[EXERCISE DIRECTIONS]: Where in the records does the word "halo" occur? Copy each line in which it does.

═══

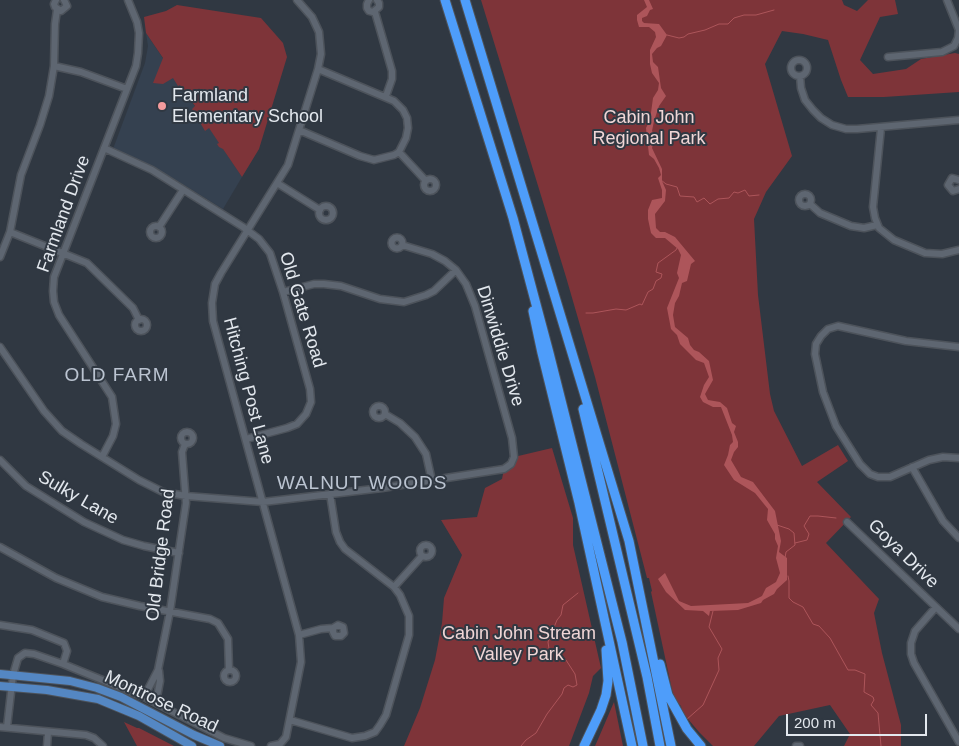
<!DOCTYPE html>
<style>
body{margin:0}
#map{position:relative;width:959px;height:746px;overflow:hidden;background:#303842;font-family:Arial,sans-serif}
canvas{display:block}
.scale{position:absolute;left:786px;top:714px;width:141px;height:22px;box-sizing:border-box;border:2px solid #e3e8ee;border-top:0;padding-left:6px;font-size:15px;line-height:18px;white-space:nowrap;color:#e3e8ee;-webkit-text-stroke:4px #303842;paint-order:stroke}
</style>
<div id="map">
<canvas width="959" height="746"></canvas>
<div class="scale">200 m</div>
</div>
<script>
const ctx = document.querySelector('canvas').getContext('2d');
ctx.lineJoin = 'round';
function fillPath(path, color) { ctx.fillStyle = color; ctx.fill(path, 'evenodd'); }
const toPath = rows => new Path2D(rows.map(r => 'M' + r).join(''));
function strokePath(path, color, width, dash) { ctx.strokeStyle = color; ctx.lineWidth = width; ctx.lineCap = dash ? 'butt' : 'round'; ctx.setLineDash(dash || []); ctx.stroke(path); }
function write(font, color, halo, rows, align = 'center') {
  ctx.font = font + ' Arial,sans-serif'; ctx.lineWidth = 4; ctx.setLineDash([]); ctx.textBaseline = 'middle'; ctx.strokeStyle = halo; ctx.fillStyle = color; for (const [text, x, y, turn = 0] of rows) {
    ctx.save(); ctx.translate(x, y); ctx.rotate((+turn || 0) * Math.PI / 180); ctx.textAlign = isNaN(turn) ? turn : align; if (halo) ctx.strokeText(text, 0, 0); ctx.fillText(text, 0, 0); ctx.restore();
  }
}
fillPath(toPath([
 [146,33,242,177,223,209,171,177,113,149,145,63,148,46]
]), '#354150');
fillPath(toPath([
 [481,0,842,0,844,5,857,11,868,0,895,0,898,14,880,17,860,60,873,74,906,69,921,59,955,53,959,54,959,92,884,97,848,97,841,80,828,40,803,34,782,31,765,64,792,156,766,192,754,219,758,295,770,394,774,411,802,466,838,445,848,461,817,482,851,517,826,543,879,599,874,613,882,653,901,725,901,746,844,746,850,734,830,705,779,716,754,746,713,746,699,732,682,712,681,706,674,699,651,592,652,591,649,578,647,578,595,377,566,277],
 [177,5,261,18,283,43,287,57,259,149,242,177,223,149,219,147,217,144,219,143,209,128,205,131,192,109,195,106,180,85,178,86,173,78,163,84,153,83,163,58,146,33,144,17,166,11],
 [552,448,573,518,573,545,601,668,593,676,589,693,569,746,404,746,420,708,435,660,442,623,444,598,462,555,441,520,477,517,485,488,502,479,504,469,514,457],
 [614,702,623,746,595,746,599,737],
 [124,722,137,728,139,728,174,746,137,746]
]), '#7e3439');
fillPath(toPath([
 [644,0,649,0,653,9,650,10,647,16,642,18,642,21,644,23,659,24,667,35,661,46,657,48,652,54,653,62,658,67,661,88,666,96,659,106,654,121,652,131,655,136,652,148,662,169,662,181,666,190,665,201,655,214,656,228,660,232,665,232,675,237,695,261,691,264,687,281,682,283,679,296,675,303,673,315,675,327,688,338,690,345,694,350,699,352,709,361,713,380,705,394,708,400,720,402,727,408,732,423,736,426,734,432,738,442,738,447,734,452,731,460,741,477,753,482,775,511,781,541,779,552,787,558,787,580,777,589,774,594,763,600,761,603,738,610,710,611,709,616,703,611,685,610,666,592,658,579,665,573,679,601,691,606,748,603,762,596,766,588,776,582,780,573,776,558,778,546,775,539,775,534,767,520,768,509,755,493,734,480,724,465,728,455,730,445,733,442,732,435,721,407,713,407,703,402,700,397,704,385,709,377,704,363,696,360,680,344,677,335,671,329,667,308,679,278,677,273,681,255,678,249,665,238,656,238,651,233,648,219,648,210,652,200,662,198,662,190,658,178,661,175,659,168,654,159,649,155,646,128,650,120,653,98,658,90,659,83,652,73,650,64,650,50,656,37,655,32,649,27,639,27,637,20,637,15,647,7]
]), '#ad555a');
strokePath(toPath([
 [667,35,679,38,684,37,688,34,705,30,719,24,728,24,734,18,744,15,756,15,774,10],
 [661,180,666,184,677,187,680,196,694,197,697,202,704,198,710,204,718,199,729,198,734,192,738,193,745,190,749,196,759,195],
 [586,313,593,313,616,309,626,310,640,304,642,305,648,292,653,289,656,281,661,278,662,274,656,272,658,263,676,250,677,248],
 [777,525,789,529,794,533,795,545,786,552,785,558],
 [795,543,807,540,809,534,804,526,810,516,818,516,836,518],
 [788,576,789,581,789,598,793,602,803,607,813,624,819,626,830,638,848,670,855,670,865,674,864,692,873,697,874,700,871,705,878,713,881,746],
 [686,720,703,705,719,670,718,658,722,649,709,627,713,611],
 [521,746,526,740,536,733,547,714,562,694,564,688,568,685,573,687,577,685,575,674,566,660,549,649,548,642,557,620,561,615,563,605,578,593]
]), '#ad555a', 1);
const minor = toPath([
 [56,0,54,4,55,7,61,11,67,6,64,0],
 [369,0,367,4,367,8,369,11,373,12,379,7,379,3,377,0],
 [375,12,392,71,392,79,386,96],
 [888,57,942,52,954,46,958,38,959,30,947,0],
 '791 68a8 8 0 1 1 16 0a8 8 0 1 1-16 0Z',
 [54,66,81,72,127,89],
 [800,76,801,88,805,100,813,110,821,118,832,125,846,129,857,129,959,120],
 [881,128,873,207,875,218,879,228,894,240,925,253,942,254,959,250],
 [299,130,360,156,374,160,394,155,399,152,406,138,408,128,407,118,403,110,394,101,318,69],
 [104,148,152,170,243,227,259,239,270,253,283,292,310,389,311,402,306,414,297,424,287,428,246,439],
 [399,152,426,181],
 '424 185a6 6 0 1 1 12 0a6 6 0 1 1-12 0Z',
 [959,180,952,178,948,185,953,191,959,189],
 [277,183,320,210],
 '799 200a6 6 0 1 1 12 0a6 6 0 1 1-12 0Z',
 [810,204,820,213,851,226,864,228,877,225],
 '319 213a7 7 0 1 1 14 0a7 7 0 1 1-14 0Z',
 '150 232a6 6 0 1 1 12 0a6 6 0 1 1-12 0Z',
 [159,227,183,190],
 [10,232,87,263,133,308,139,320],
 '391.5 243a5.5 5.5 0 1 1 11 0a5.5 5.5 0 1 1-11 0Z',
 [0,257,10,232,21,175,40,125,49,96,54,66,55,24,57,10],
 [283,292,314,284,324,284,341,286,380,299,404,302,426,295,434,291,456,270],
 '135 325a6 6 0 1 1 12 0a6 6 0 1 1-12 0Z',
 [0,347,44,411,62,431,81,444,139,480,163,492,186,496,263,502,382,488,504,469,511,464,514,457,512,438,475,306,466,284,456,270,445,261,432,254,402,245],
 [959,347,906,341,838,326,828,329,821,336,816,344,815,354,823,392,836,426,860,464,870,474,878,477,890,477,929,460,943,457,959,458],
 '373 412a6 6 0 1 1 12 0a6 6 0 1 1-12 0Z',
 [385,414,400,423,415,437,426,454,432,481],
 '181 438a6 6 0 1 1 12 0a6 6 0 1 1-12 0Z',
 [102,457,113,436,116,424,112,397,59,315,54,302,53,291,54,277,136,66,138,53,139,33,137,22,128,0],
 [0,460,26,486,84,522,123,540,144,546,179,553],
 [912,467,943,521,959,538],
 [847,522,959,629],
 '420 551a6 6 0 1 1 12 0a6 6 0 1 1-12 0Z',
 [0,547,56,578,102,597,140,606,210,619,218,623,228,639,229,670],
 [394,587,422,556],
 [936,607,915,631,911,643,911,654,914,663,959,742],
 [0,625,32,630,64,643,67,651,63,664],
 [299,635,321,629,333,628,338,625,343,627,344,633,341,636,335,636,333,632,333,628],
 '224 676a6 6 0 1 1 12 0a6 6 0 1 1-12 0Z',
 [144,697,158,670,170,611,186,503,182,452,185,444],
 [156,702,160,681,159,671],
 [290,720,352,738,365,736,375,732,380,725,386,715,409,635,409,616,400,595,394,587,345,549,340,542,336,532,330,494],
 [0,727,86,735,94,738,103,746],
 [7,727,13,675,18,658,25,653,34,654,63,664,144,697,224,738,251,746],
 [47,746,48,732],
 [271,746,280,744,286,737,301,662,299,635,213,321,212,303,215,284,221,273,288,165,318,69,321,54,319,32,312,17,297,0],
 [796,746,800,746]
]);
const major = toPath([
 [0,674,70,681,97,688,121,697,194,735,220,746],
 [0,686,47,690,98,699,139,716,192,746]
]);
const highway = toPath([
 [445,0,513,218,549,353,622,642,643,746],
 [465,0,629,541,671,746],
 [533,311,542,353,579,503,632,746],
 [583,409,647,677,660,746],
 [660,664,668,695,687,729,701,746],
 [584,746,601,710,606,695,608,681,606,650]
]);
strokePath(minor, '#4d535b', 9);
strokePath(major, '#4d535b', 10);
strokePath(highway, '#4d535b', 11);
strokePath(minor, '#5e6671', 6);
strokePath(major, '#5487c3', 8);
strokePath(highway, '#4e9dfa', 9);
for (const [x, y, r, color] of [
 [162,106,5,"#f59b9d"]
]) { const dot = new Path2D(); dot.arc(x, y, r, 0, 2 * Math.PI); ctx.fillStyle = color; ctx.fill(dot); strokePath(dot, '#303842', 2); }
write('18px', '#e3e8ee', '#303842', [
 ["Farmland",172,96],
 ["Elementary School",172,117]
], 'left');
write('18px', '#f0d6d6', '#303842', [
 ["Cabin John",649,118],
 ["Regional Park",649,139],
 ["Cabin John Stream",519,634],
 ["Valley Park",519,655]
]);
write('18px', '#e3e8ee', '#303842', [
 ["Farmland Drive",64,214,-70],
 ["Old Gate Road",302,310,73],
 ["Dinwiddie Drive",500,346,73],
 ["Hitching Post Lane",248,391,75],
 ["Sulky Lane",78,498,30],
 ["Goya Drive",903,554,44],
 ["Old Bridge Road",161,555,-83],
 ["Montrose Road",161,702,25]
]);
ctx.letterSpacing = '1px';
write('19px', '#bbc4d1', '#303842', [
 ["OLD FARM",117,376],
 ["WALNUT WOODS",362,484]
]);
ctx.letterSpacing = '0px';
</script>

═══

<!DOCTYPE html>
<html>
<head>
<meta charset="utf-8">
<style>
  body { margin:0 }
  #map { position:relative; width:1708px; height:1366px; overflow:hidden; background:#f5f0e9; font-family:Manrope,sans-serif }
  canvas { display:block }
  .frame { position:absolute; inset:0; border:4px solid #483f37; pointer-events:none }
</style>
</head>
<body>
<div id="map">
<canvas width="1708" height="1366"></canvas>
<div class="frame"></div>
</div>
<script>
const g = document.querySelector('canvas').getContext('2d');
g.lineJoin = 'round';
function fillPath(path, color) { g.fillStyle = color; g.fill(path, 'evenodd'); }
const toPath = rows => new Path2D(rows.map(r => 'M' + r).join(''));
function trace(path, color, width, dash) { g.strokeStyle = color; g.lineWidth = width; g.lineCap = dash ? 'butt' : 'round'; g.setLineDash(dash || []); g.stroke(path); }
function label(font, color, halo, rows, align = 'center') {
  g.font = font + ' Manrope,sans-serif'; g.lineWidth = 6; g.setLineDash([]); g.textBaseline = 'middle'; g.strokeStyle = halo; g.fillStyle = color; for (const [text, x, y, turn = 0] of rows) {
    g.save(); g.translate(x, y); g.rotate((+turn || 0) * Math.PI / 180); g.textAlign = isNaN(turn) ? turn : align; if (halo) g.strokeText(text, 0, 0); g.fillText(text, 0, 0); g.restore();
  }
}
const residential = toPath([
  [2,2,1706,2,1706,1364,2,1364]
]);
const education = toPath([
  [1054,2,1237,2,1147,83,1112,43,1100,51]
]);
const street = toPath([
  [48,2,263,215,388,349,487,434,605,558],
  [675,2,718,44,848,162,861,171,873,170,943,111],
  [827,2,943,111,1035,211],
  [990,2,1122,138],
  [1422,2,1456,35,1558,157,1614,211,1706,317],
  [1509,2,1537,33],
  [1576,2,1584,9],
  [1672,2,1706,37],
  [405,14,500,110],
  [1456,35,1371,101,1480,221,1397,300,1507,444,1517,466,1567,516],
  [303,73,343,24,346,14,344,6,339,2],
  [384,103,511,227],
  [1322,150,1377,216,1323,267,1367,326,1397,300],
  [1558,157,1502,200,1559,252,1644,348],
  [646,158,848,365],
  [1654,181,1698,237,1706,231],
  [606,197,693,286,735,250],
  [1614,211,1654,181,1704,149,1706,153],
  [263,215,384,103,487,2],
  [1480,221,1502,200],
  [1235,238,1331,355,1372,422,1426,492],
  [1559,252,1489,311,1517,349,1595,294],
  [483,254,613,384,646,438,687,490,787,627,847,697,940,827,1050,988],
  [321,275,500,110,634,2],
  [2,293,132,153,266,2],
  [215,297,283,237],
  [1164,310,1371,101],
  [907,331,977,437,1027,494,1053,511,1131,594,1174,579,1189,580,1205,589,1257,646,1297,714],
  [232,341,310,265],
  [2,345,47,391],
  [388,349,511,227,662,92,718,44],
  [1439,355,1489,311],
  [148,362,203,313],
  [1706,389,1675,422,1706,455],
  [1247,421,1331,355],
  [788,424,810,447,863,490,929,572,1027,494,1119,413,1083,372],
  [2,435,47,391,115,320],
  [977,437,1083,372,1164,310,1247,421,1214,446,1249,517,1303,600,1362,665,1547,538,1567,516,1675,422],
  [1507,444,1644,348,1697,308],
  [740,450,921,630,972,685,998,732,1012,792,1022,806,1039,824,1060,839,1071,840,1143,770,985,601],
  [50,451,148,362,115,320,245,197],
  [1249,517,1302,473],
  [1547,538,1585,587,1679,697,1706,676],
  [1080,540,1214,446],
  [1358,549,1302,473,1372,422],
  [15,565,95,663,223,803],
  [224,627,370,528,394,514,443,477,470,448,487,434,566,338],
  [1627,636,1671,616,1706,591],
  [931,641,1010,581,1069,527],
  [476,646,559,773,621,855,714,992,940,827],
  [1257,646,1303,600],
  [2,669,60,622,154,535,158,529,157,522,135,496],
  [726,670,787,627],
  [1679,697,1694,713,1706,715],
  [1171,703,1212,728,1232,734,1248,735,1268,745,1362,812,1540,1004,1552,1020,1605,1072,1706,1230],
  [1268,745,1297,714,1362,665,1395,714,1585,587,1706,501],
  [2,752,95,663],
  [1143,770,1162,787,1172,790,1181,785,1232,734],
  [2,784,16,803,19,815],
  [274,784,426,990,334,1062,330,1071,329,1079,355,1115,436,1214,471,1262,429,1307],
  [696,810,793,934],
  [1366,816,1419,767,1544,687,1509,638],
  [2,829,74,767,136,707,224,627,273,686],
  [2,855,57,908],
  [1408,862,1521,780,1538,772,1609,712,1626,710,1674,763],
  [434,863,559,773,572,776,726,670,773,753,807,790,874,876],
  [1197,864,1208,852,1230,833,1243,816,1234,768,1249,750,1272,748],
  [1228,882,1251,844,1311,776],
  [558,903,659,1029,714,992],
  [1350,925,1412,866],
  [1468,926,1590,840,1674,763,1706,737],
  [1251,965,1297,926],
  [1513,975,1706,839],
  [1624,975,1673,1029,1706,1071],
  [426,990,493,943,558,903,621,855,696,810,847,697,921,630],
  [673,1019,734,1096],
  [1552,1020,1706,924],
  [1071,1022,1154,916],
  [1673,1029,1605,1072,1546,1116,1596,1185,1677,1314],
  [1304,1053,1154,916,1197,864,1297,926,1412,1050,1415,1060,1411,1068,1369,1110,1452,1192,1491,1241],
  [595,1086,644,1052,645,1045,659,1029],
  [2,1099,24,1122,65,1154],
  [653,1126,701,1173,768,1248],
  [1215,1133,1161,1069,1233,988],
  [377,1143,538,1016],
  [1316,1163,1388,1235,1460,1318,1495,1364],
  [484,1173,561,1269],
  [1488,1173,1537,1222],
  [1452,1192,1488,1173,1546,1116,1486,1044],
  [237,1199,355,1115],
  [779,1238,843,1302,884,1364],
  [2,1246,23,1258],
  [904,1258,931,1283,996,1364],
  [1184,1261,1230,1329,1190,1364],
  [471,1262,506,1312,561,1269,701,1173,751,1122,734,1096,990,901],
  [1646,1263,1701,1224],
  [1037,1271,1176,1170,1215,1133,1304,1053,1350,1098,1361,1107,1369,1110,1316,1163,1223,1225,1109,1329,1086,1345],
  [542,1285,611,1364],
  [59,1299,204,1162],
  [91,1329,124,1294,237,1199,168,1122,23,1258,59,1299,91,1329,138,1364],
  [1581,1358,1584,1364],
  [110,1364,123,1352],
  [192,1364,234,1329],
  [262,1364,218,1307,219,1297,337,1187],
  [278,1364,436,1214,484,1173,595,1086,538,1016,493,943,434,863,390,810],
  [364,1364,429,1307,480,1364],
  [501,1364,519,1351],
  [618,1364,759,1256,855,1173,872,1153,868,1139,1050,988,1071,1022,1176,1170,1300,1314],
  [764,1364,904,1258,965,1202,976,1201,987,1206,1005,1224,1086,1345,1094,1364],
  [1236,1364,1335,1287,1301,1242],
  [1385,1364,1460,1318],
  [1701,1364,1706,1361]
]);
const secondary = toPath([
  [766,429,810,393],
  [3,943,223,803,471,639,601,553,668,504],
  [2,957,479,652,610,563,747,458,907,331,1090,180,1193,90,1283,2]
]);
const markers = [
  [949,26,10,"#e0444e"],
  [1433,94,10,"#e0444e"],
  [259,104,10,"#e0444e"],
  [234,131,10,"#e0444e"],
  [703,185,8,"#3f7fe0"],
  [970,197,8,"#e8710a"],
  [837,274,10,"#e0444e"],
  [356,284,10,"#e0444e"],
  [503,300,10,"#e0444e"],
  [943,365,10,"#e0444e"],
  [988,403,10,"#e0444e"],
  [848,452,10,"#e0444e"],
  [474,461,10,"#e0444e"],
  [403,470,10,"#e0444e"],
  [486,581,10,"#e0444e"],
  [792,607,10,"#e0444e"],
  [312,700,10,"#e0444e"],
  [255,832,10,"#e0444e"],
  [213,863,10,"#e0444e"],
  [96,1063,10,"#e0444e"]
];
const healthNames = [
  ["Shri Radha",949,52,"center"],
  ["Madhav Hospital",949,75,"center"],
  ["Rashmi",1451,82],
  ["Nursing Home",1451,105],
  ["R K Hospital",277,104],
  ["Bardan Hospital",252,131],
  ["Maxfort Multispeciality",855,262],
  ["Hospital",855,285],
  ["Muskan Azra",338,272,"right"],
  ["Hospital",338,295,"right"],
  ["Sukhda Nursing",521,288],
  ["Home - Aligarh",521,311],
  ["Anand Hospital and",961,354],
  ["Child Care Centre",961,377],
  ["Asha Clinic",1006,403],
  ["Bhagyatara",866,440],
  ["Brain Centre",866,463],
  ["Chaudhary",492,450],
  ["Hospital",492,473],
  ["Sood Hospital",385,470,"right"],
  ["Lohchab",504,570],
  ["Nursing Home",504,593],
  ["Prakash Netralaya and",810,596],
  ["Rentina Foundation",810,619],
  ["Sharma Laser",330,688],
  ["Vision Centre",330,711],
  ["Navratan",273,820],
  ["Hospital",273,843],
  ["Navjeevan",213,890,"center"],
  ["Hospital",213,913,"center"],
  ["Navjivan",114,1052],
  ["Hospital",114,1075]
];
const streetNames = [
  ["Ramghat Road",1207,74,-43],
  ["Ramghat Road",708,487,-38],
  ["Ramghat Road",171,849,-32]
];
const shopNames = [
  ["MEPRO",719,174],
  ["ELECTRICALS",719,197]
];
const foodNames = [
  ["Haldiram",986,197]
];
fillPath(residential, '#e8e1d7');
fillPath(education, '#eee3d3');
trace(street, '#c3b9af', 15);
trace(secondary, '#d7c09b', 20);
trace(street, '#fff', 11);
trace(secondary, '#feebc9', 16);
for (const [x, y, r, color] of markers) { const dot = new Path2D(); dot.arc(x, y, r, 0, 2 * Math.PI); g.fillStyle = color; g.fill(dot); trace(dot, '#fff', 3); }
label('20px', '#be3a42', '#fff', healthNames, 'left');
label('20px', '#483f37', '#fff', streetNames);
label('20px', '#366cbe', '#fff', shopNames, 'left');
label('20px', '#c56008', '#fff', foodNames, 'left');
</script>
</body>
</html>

═══

[RESULT FOR THIS TASK]:
function write(font, color, halo, rows, align = 'center') {
  ctx.font = font + ' Arial,sans-serif'; ctx.lineWidth = 4; ctx.setLineDash([]); ctx.textBaseline = 'middle'; ctx.strokeStyle = halo; ctx.fillStyle = color; for (const [text, x, y, turn = 0] of rows) {
    ctx.save(); ctx.translate(x, y); ctx.rotate((+turn || 0) * Math.PI / 180); ctx.textAlign = isNaN(turn) ? turn : align; if (halo) ctx.strokeText(text, 0, 0); ctx.fillText(text, 0, 0); ctx.restore();
function label(font, color, halo, rows, align = 'center') {
  g.font = font + ' Manrope,sans-serif'; g.lineWidth = 6; g.setLineDash([]); g.textBaseline = 'middle'; g.strokeStyle = halo; g.fillStyle = color; for (const [text, x, y, turn = 0] of rows) {
    g.save(); g.translate(x, y); g.rotate((+turn || 0) * Math.PI / 180); g.textAlign = isNaN(turn) ? turn : align; if (halo) g.strokeText(text, 0, 0); g.fillText(text, 0, 0); g.restore();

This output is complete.